About this task.
Go through the data and copy every line in which "wrist" appears.
*** Opening of Exercise data ***
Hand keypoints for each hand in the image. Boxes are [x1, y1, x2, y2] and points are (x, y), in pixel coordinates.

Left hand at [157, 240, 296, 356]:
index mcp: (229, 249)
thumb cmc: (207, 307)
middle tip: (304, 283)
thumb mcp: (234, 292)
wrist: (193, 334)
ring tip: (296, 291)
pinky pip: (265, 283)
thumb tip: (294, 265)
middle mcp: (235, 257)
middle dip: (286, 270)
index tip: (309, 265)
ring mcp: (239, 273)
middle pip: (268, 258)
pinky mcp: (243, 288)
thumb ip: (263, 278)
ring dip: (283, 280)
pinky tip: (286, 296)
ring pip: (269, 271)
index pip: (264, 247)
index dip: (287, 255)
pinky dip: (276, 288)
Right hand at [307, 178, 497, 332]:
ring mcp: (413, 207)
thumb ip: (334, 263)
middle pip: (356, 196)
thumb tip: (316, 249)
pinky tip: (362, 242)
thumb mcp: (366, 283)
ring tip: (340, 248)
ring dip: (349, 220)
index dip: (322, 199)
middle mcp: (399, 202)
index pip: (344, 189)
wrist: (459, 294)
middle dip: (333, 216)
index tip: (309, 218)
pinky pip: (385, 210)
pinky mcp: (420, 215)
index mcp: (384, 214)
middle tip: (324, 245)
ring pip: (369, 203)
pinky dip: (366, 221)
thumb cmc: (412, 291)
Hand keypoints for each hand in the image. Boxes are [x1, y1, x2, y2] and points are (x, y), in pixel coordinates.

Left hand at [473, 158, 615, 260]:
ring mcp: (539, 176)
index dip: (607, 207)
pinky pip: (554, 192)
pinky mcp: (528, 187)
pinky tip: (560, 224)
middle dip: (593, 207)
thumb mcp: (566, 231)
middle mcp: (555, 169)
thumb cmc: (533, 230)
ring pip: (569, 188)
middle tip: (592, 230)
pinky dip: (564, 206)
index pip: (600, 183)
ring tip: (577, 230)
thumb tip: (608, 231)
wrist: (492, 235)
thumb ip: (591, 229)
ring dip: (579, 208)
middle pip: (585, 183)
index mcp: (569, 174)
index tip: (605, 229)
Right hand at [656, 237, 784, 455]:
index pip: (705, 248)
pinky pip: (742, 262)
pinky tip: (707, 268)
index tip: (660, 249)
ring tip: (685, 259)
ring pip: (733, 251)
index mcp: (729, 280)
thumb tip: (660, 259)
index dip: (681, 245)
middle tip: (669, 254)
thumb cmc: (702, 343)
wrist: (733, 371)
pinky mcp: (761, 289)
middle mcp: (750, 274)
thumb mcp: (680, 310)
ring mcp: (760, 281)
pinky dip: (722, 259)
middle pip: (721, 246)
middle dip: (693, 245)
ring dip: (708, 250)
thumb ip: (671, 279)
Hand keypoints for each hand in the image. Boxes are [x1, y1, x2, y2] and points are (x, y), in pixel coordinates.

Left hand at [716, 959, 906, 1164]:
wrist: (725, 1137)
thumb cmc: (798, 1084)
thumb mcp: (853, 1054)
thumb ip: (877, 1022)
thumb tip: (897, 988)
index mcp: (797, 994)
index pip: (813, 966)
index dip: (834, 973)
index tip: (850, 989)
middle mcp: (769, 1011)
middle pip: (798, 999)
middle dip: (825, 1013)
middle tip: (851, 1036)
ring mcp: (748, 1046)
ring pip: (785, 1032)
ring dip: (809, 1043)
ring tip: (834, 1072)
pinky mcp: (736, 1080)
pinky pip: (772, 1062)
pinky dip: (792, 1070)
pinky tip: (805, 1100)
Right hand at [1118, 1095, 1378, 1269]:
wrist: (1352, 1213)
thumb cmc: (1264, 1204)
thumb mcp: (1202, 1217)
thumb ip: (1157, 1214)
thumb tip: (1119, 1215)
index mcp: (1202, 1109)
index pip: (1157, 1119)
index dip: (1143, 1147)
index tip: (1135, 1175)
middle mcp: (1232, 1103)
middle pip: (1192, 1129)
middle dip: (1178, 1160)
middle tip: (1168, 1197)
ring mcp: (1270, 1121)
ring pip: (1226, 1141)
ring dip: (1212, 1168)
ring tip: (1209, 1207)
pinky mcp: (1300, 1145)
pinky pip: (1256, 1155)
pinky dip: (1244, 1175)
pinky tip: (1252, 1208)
*** Close of Exercise data ***
Result below.
wrist: (193, 334)
wrist: (459, 294)
wrist: (492, 235)
wrist: (733, 371)
wrist: (725, 1137)
wrist: (1352, 1213)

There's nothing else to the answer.